>>
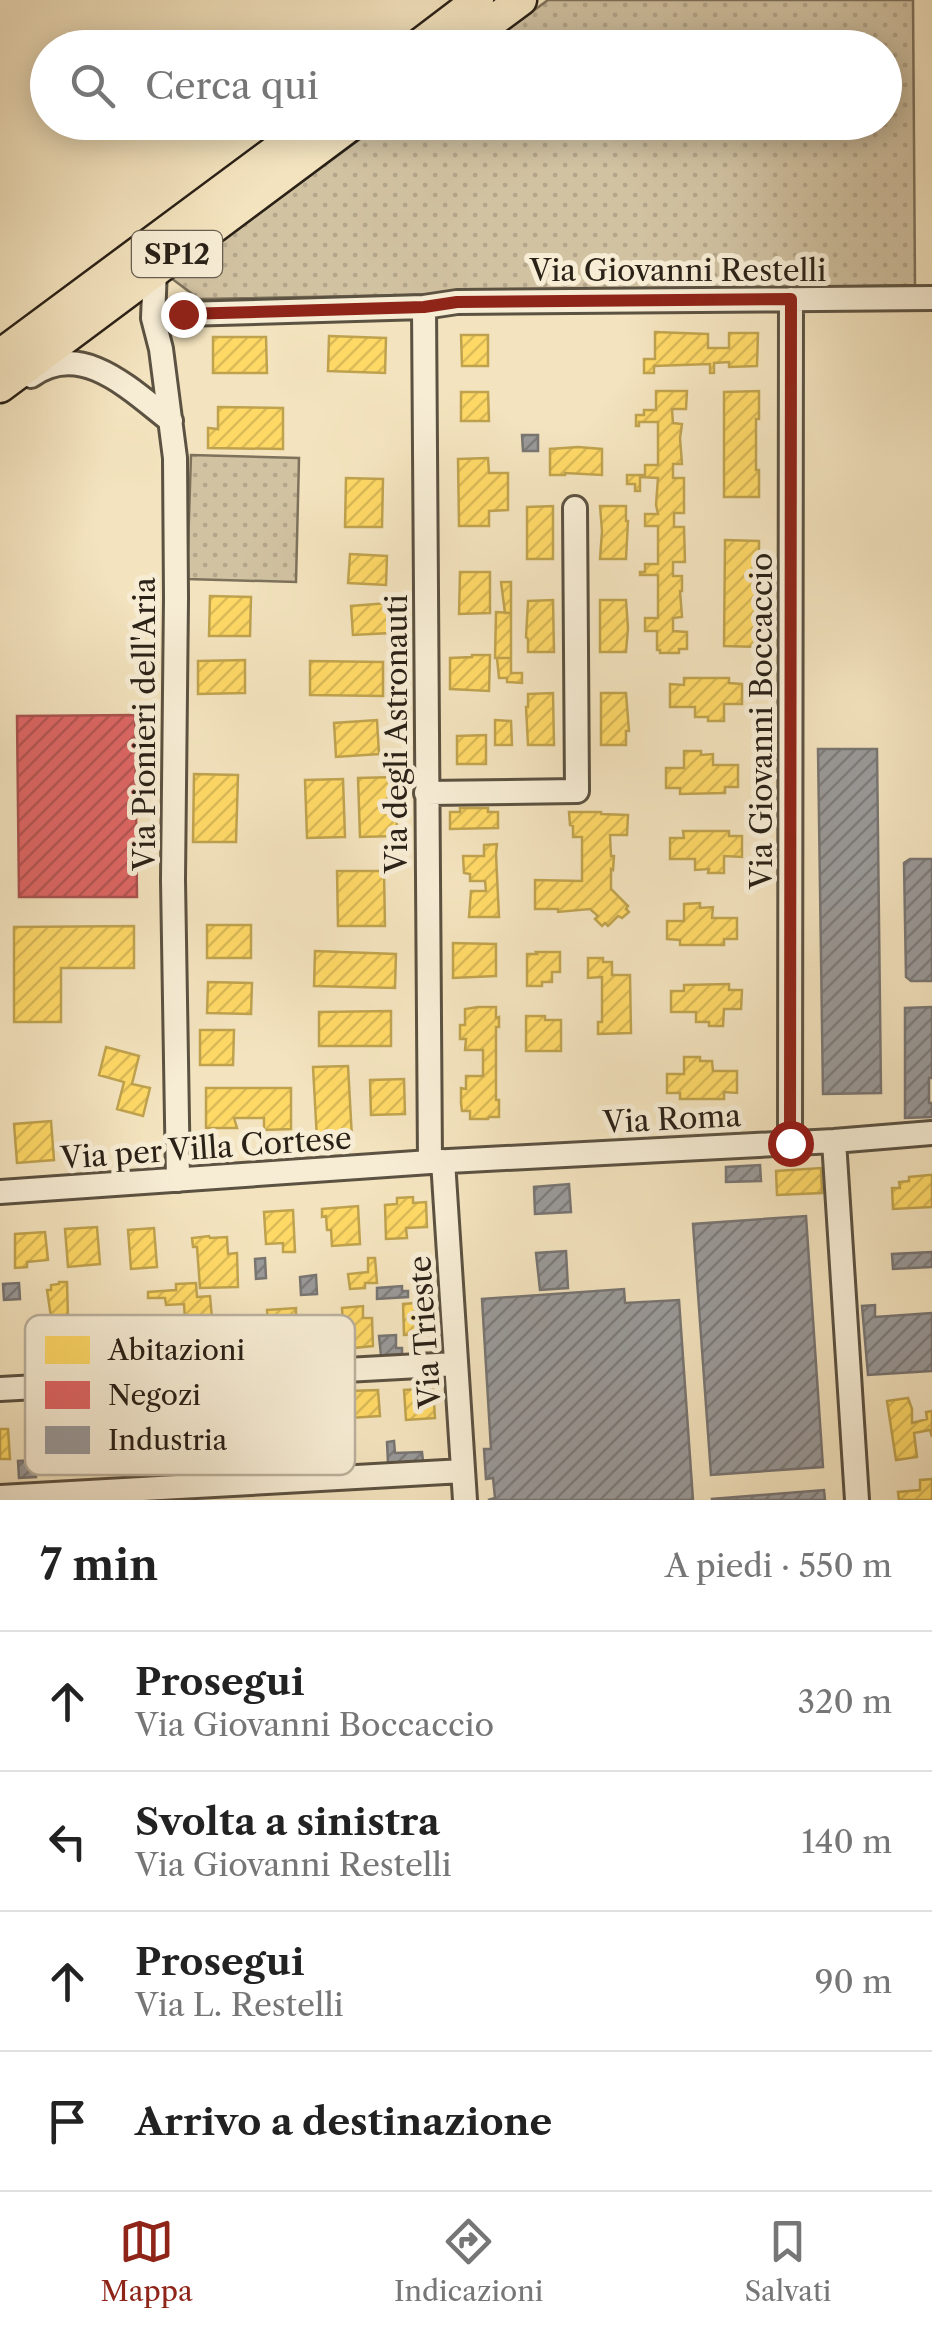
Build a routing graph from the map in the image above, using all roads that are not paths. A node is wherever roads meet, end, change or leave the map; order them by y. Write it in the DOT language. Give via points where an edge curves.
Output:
graph roads {
  1 [pos="478,0"];
  2 [pos="521,0"];
  3 [pos="439,30"];
  4 [pos="480,30"];
  5 [pos="290,140"];
  6 [pos="331,140"];
  7 [pos="155,270"];
  8 [pos="932,298"];
  9 [pos="791,299"];
  10 [pos="424,307"];
  11 [pos="154,318"];
  12 [pos="0,355"];
  13 [pos="0,387"];
  14 [pos="0,399"];
  15 [pos="171,421"];
  16 [pos="575,508"];
  17 [pos="426,793"];
  18 [pos="932,1132"];
  19 [pos="834,1141"];
  20 [pos="790,1143"];
  21 [pos="429,1162"];
  22 [pos="178,1180"];
  23 [pos="0,1192"];
  24 [pos="456,1364"];
  25 [pos="355,1370"];
  26 [pos="25,1389"];
  27 [pos="0,1390"];
  28 [pos="464,1471"];
  29 [pos="0,1497"];
  30 [pos="466,1500"];
  31 [pos="857,1500"];
  1 -- 3 [label="main road"];
  2 -- 4 [label="main road"];
  5 -- 12 [label="main road, SP12"];
  6 -- 7 [label="main road, SP12"];
  7 -- 11 [label="street, Via Pionieri dell'Aria"];
  7 -- 13 [label="main road, SP12"];
  8 -- 9 [label="street, Via Giovanni Restelli"];
  9 -- 10 [label="street, Via Giovanni Restelli"];
  9 -- 20 [label="street, Via Giovanni Boccaccio"];
  10 -- 11 [label="street, Via Giovanni Restelli"];
  10 -- 17 [label="street, Via degli Astronauti"];
  11 -- 15 [label="street, Via Pionieri dell'Aria"];
  14 -- 15 [label="street" via="63,361 120,382"];
  15 -- 22 [label="street, Via Pionieri dell'Aria"];
  16 -- 17 [label="street" via="577,791"];
  17 -- 21 [label="street, Via degli Astronauti"];
  18 -- 19 [label="street, Via Roma"];
  19 -- 20 [label="street, Via Roma"];
  19 -- 31 [label="street"];
  20 -- 21 [label="street, Via Roma"];
  21 -- 22 [label="street, Via per Villa Cortese"];
  21 -- 24 [label="street, Via Trieste"];
  22 -- 23 [label="street, Via per Villa Cortese"];
  24 -- 25 [label="street"];
  24 -- 28 [label="street, Via Trieste"];
  26 -- 27 [label="street"];
  28 -- 29 [label="street"];
  28 -- 30 [label="street, Via Trieste"];
}
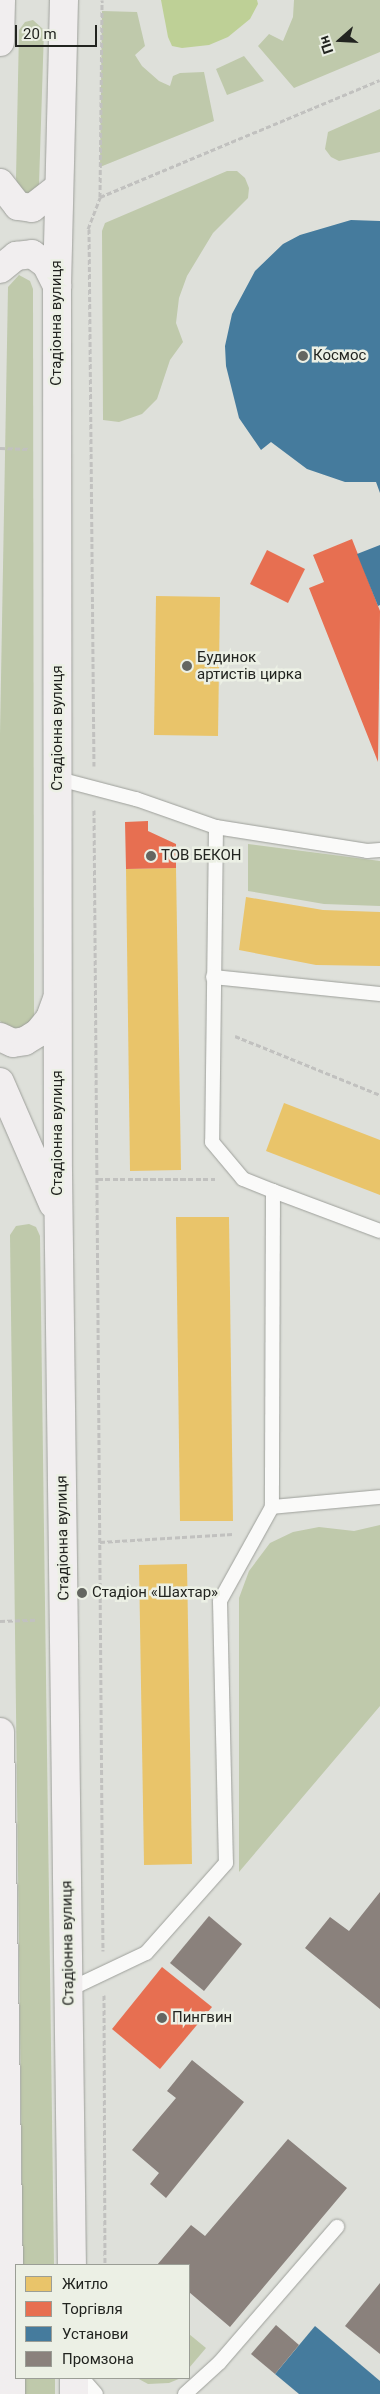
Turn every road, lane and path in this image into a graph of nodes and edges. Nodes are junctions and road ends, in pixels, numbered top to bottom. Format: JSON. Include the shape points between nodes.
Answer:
<<
▸ WHAT IS REQUIRED:
Copy every line from the material in which the word "points" can be found.

▸ WORKED SOLUTION:
Build a routing graph from the map in the image above, using all roads that are not paths. A node is wherever roads meet, end, change or leave the map; order them by y. Write it in the DOT language. Give via points where an edge curves.
Turn every road, lane and path in this image into a graph of nodes and edges. Nodes are junctions and road ends, in pixels, numbered top to bottom. Format: JSON. Include the shape points between nodes.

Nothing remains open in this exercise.